Ученик передёргивал.

— А с чего ты взял, что тогда я представлял, будто он умрет? Я не пророк, Иешуа, не прорицатель, способностей мне таких не дано, и я не мог догадаться, что Иродиада обозлится на Йоханана, что Антипа его кинет в яму, что девочка Саломия потребует его смерти. Я готовил Йоханана к долгой жизни. Как и тебя. Наверно, трудной, но долгой. И сам я еще пожить собираюсь…

— Да много ли ты старше? Десяток лет, пустяки уже… Но я с тобой давно и давно приглядываюсь к тебе. Знаешь, Кифа, ты очень сильный человек, я имею в виду, конечно, мысль, ее силу, но ты не всегда правильно держишь тело в прыжке.

— Не понял. Объясни.

— Как прыгает кошка за птицей или за мышью? Ты когда-нибудь пытался задержать, замедлить ее прыжок?.. Там нет лишних движений. Она контролирует каждую мышцу, каждую складку кожи, она абсолютно самодостаточна в прыжке. А мы делаем кучу лишних движений, будто суетимся. Люди — руками, ногами, глазами, губами… Очень легко прочитать, что на самом деле скрывается за тем или иным словом, за тем или иным шагом. Люди очень открыты, распахнуты, даже самые скрытные. Они только думают, что скрытные, потому что никогда не жили, как живут кошки, у них нет такой слитости с природой… А мы с тобой иди Йоханан мы, конечно, руками-ногами зря не машем, не моргаем и не шевелим губами. Мы мастера, куда там! Но даже мы не всегда можем уследить за движением мысли… Ты никогда не замедлял прыжок кошки. А ты когда-нибудь замедлял бег своей или чужой мысли? Ты пробовал разложить этот бег на составляющие?

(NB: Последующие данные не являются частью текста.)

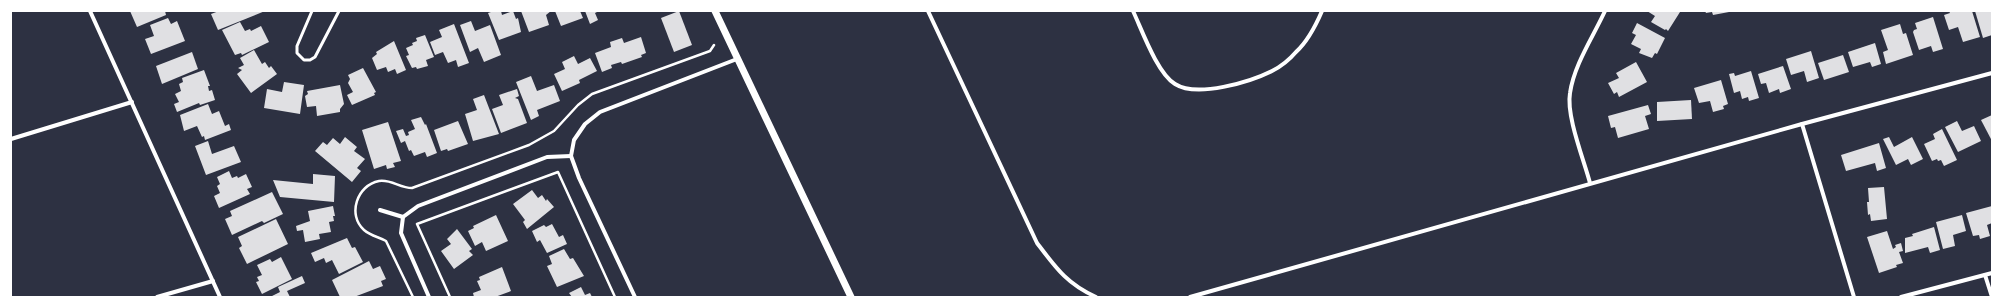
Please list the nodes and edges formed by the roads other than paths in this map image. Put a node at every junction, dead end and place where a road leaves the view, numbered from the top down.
1 (90, 11) edge
2 (312, 11) edge
3 (339, 11) edge
4 (715, 11) edge
5 (928, 11) edge
6 (1132, 11) edge
7 (1322, 11) edge
8 (1605, 11) edge
9 (738, 59) junction
10 (1992, 73) edge
11 (132, 102) junction
12 (1802, 124) junction
13 (11, 139) edge
14 (571, 156) junction
15 (1590, 183) junction
16 (380, 210) dead end
17 (403, 217) junction
18 (1992, 273) edge
19 (1985, 275) junction
20 (213, 281) junction
21 (157, 297) edge
22 (220, 297) edge
23 (430, 297) edge
24 (634, 297) edge
25 (851, 297) edge
26 (1096, 297) edge
27 (1190, 297) edge
28 (1854, 297) edge
29 (1901, 297) edge
30 (1992, 297) edge

1 - 11 street
2 - 3 lane
4 - 9 street
5 - 26 street
6 - 7 street
8 - 15 street
9 - 14 street
9 - 25 street
10 - 12 street
11 - 13 street
11 - 20 street
12 - 15 street
12 - 28 street
14 - 17 street
14 - 24 street
15 - 27 street
16 - 17 street
17 - 23 street
18 - 19 street
19 - 29 street
19 - 30 street
20 - 21 street
20 - 22 street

— Нет, не пробовал… А интересно-то как!.. Спасибо, поиграю.

— Поиграй. Ты, кстати, за последние полгода стал для меня почти неслышим, появилась новая сила, поздравляю… Но только имей в виду: когда ты что-то знаешь и не хочешь выдать, что знаешь, у тебя левая половина мозга становится чуть теплее. Никто не почувствует, не волнуйся, только я… Петру стало холодно.

— А что это значит, по-твоему?

— Как будто мысли чуть притормаживают, сами того не желая, и возникает своего рода энергия торможения. Тепло, Вот и сейчас тоже: ты что-то знаешь…

— Ничего я не знаю, — намеренно зло сказал Петр. — Ты совсем крышей подвинулся на своем Храме, вот и чудится тебе всякое… торможение мысли.

— Подвинулся крышей… А-а, помню.

— Пустое. Проехали.

— Как скажешь. А Храм… Ты же сам сказал — это всего лишь камень. И много земли… Видишь вон тот холм? Петр кивнул.

— Следи.

Иешуа вытянул вперед руки, медленно свел вместе кончики; пальцев, закрыл глаза. Постоял так, не дыша, как показалось Петру, и вдруг резко развел руки в стороны и вверх.

И на глазах у Петра недалекий и не очень большой холм словно бы раскололся взрывом, взметнулась в воздух земля — огромной рассыпанной массой, чуть зависла в темноте и рухнула вниз. А холма уже не было. И все — в тишине, только падение тонн земли — гулкое, глухое.

— А вон камень, — спокойно, будто и не взрывал холм, сказал Иешуа. Следи.

Почти круглый камень объемом и весом побольше того, который когда-то Иоанн Креститель поднял и швырнул под ноги Иродиады в долине Иордана, валун весом талантов в тридцать — сорок, то есть тонны полторы, а диаметром около шести локтей, что чуть менее трех метров, повинуясь каким-то неведомым силам, сосредоточенным в кончиках пальцев Иешуа, с глухим треском раскололся надвое, и две половинки словно бы отодвинулись друг от друга.

— Как ты это сделал? — со страхом, но замешанным на абсолютно искреннем восторге, спросил Петр.

— Захотел. Это всего лишь камень и земля, камень и земля. Как и Храм. Только размеры разные… Я полагаю, что немного потратил здесь сил. Но все же пойдем отдыхать. Пора.

И пошел чуть вперед, торопясь.

А у Петра остался один страх — безо всякого восторга. И еще странность. Вдруг полностью исчезло пресловутое «неверие ни на йоту» и безобразно выросло тревожно реальное «а вдруг».